= Beginning of Section =
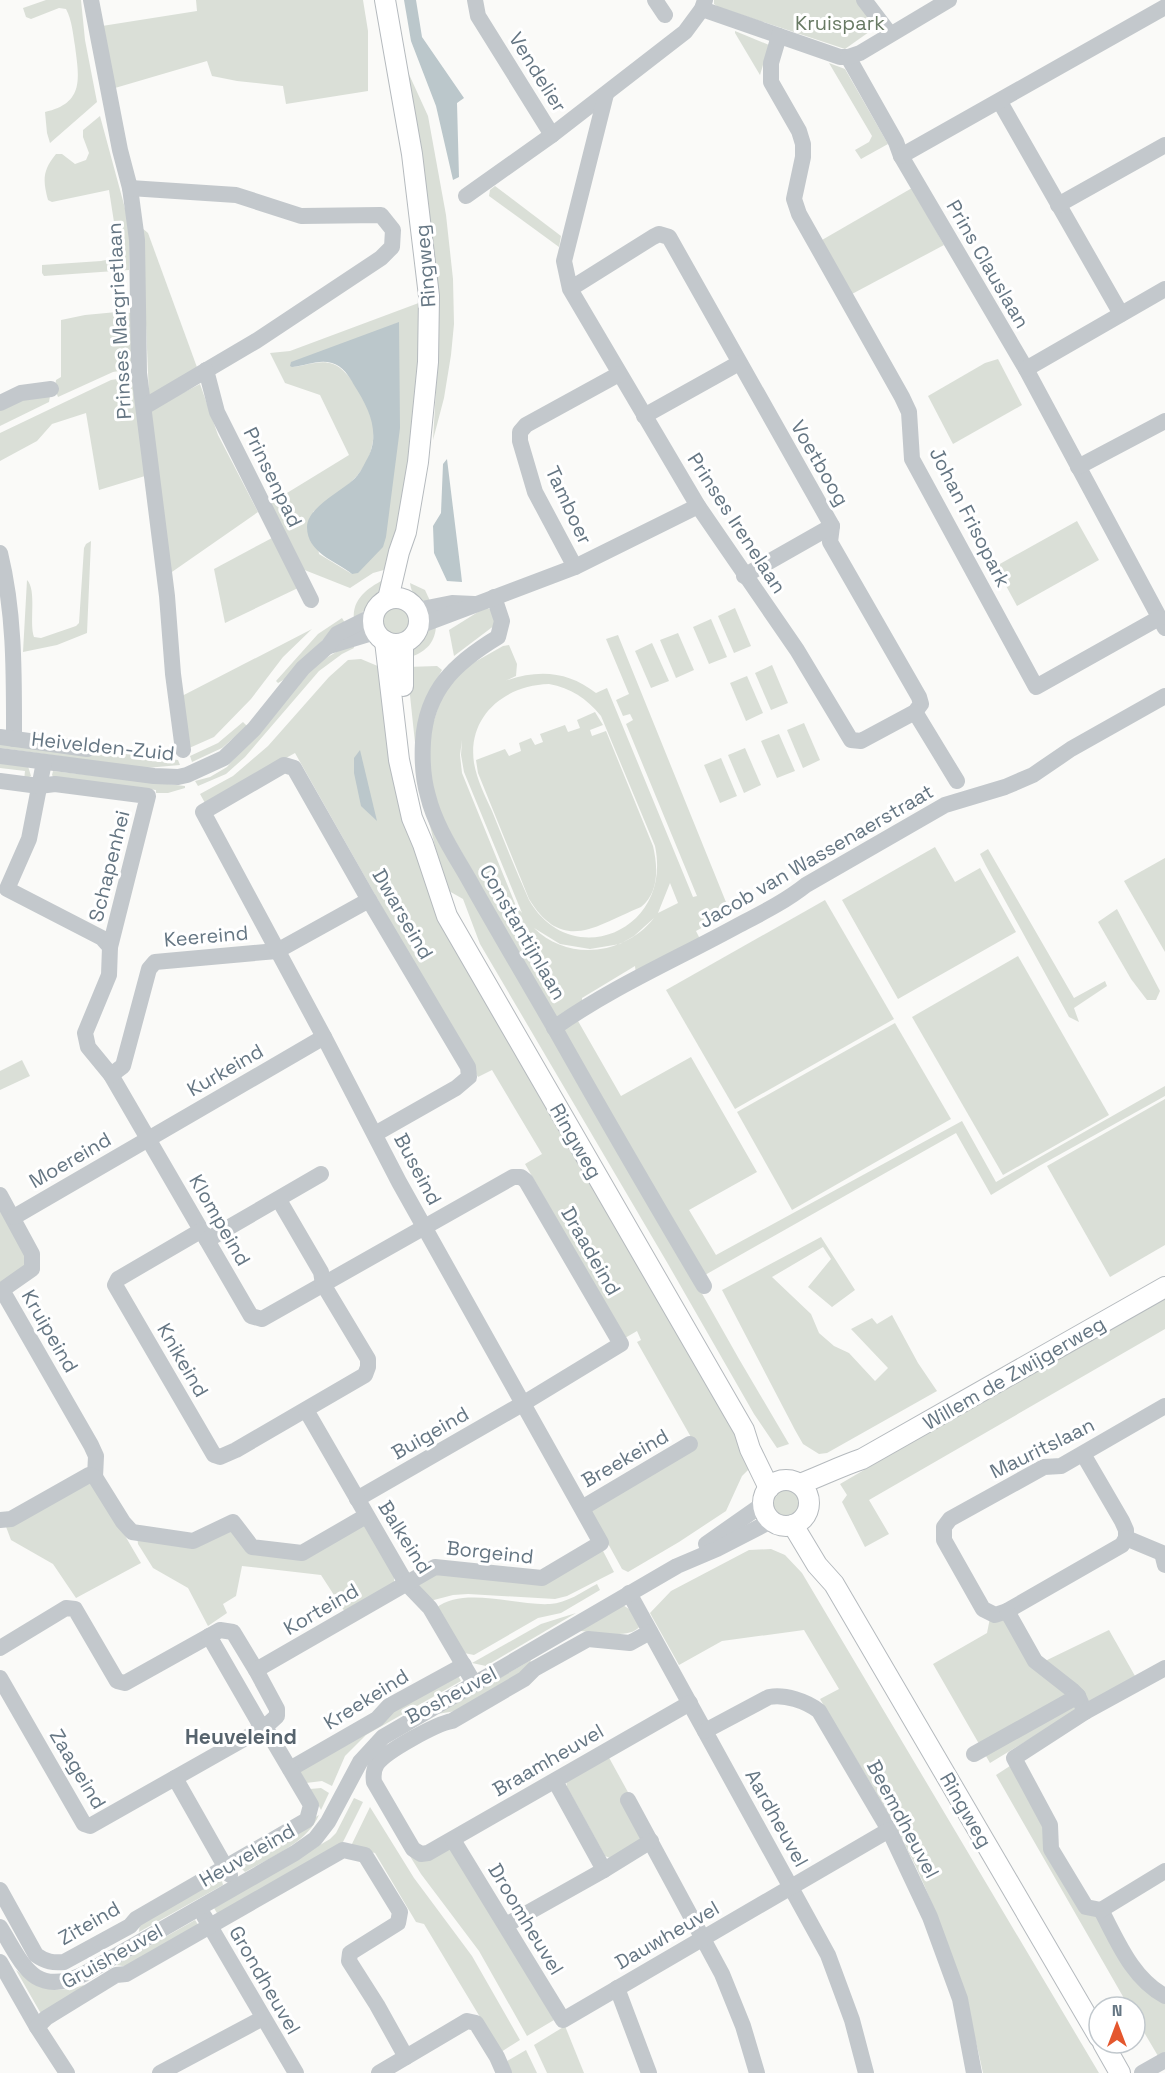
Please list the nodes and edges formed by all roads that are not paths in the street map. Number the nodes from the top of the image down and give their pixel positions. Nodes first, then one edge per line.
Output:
1 (92, 0) edge
2 (385, 0) edge
3 (475, 0) edge
4 (655, 0) edge
5 (864, 0) edge
6 (949, 0) edge
7 (703, 5) edge
8 (1165, 7) edge
9 (665, 15) dead end
10 (890, 34) junction
11 (778, 36) junction
12 (848, 57) junction
13 (606, 93) junction
14 (1000, 102) junction
15 (552, 135) junction
16 (1165, 145) edge
17 (901, 156) junction
18 (130, 188) junction
19 (466, 196) dead end
20 (1058, 205) junction
21 (570, 289) junction
22 (1165, 289) edge
23 (1121, 314) junction
24 (739, 363) junction
25 (1026, 369) junction
26 (206, 370) junction
27 (619, 374) junction
28 (51, 389) dead end
29 (0, 403) edge
30 (144, 407) junction
31 (644, 416) junction
32 (1165, 421) edge
33 (1078, 467) junction
34 (698, 506) junction
35 (832, 526) junction
36 (0, 553) edge
37 (575, 567) junction
38 (744, 576) junction
39 (4, 587) edge
40 (494, 597) junction
41 (310, 600) dead end
42 (408, 609) junction
43 (1162, 623) edge
44 (384, 633) junction
45 (1165, 696) edge
46 (915, 712) junction
47 (7, 738) edge
48 (87, 749) dead end
49 (183, 750) dead end
50 (0, 756) edge
51 (44, 762) junction
52 (0, 781) edge
53 (957, 781) dead end
54 (39, 786) junction
55 (203, 813) joint
56 (4, 895) edge
57 (369, 900) junction
58 (110, 947) junction
59 (277, 951) junction
60 (554, 1028) junction
61 (324, 1036) junction
62 (111, 1075) junction
63 (375, 1134) junction
64 (148, 1139) junction
65 (321, 1174) dead end
66 (0, 1195) edge
67 (279, 1200) junction
68 (14, 1217) junction
69 (425, 1226) junction
70 (205, 1235) junction
71 (323, 1284) junction
72 (704, 1286) dead end
73 (1165, 1287) edge
74 (524, 1403) junction
75 (1165, 1406) edge
76 (306, 1410) junction
77 (690, 1444) dead end
78 (1083, 1454) junction
79 (95, 1477) junction
80 (357, 1499) junction
81 (787, 1502) junction
82 (582, 1508) junction
83 (366, 1515) junction
84 (0, 1520) edge
85 (1126, 1538) junction
86 (601, 1543) joint
87 (1164, 1555) edge
88 (406, 1583) junction
89 (629, 1593) junction
90 (1007, 1611) junction
91 (650, 1632) junction
92 (215, 1633) junction
93 (0, 1648) edge
94 (464, 1665) junction
95 (1165, 1668) edge
96 (256, 1670) junction
97 (0, 1678) edge
98 (474, 1683) junction
99 (1078, 1696) junction
100 (690, 1703) junction
101 (1085, 1712) junction
102 (265, 1727) junction
103 (705, 1731) junction
104 (974, 1754) dead end
105 (290, 1769) junction
106 (175, 1778) junction
107 (555, 1781) junction
108 (628, 1800) dead end
109 (889, 1830) junction
110 (453, 1840) junction
111 (651, 1842) junction
112 (428, 1853) joint
113 (225, 1867) junction
114 (604, 1870) junction
115 (1165, 1871) edge
116 (236, 1886) junction
117 (792, 1887) junction
118 (0, 1890) edge
119 (199, 1908) junction
120 (1101, 1910) junction
121 (506, 1925) junction
122 (209, 1926) junction
123 (1, 1930) edge
124 (703, 1938) junction
125 (0, 1962) edge
126 (617, 1988) junction
127 (1165, 1996) edge
128 (1087, 2016) edge
129 (263, 2018) junction
130 (563, 2020) joint
131 (37, 2027) junction
132 (1109, 2055) edge
133 (406, 2057) junction
134 (1165, 2060) edge
135 (501, 2065) edge
136 (383, 2072) edge
137 (67, 2073) edge
138 (160, 2073) edge
139 (296, 2073) edge
140 (649, 2073) edge
141 (757, 2073) edge
142 (866, 2073) edge
143 (974, 2073) edge
144 (1120, 2073) edge
145 (1142, 2073) edge

1 - 18 street, Prinses Margrietlaan
2 - 42 main road, Ringweg
3 - 15 street, Vendelier
4 - 9 street
5 - 10 street
6 - 10 street
7 - 11 street
7 - 13 street
8 - 14 street
10 - 12 street
11 - 12 street
11 - 43 street, Johan Frisopark
12 - 17 street, Prins Clauslaan
13 - 15 street
13 - 21 street, Prinses Irenelaan
14 - 17 street
14 - 20 street
15 - 19 street
16 - 20 street
17 - 25 street, Prins Clauslaan
18 - 26 street
18 - 30 street, Prinses Margrietlaan
20 - 23 street
21 - 24 street, Voetboog
21 - 27 street, Prinses Irenelaan
22 - 23 street
23 - 25 street
24 - 31 street
24 - 35 street, Voetboog
25 - 33 street, Prins Clauslaan
26 - 30 street
26 - 41 street, Prinsenpad
27 - 31 street, Prinses Irenelaan
27 - 37 street, Tamboer
28 - 29 street
30 - 49 street, Prinses Margrietlaan
31 - 34 street, Prinses Irenelaan
32 - 33 street
33 - 43 street, Prins Clauslaan
34 - 37 street
34 - 38 street, Prinses Irenelaan
35 - 38 street
35 - 46 street, Voetboog
36 - 39 street
37 - 40 street
38 - 46 street, Prinses Irenelaan
39 - 47 street
40 - 42 street
40 - 60 street, Constantijnlaan
42 - 44 main road
42 - 44 main road
44 - 51 street, Heivelden-Zuid
44 - 81 main road, Ringweg
45 - 60 street, Jacob van Wassenaerstraat
46 - 53 street, Voetboog
47 - 48 street
50 - 51 street, Heivelden-Zuid
51 - 54 street
52 - 54 street
54 - 56 street
54 - 58 street, Schapenhei
55 - 57 street, Dwarseind
55 - 59 street, Buseind
56 - 58 street
57 - 59 street
57 - 63 street, Dwarseind
58 - 62 street, Schapenhei
59 - 61 street, Buseind
59 - 62 street, Keereind
60 - 72 street, Constantijnlaan
61 - 63 street, Buseind
61 - 64 street, Kurkeind
62 - 64 street, Klompeind
63 - 69 street, Buseind
64 - 68 street, Moereind
64 - 70 street, Klompeind
65 - 67 street
66 - 68 street
67 - 70 street
67 - 71 street
68 - 79 street, Kruipeind
69 - 71 street, Klompeind
69 - 74 street, Buseind
69 - 74 street, Draadeind
70 - 71 street, Klompeind
70 - 76 street, Knikeind
71 - 76 street
73 - 81 main road, Willem de Zwijgerweg
74 - 80 street, Buigeind
74 - 82 street, Buseind
75 - 78 street, Mauritslaan
76 - 80 street, Balkeind
77 - 82 street, Breekeind
78 - 85 street
78 - 90 street, Mauritslaan
79 - 83 street
79 - 84 street
80 - 83 street, Balkeind
81 - 89 street, Heuveleind
81 - 128 main road, Ringweg
82 - 86 street, Buseind
83 - 88 street, Balkeind
85 - 87 street
85 - 90 street
86 - 88 street, Borgeind
88 - 94 street, Balkeind
88 - 96 street, Korteind
89 - 91 street, Aardheuvel
89 - 98 street, Heuveleind
90 - 99 street
91 - 100 street, Aardheuvel
91 - 112 street, Bosheuvel
92 - 93 street
92 - 96 street
92 - 102 street, Ziteind
94 - 98 street, Balkeind
94 - 105 street, Kreekeind
95 - 101 street
96 - 102 street
97 - 106 street, Zaageind
98 - 116 street, Heuveleind
99 - 101 street
99 - 104 street
100 - 103 street, Aardheuvel
100 - 107 street, Braamheuvel
101 - 120 street
102 - 105 street, Ziteind
102 - 106 street
103 - 109 street, Beemdheuvel
103 - 117 street, Aardheuvel
105 - 113 street, Ziteind
106 - 113 street
107 - 110 street, Braamheuvel
107 - 114 street
108 - 111 street
109 - 117 street, Dauwheuvel
109 - 143 street, Beemdheuvel
110 - 112 street, Braamheuvel
110 - 121 street, Droomheuvel
111 - 114 street
111 - 124 street
113 - 116 street
113 - 118 street, Ziteind
114 - 121 street
115 - 120 street
116 - 119 street, Heuveleind
117 - 124 street, Dauwheuvel
117 - 142 street, Aardheuvel
119 - 122 street, Grondheuvel
119 - 123 street, Heuveleind
120 - 127 street
121 - 130 street, Droomheuvel
122 - 129 street, Grondheuvel
122 - 131 street, Gruisheuvel
122 - 133 street, Gruisheuvel
124 - 126 street, Dauwheuvel
124 - 141 street
125 - 131 street
126 - 130 street, Dauwheuvel
126 - 140 street
129 - 138 street
129 - 139 street, Grondheuvel
131 - 137 street
132 - 144 main road
133 - 135 street
133 - 136 street
134 - 145 street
= End of Section =
Task item: Check every line of the data for the word "Margrietlaan". The response is the count alone.

Result of this exercise: 3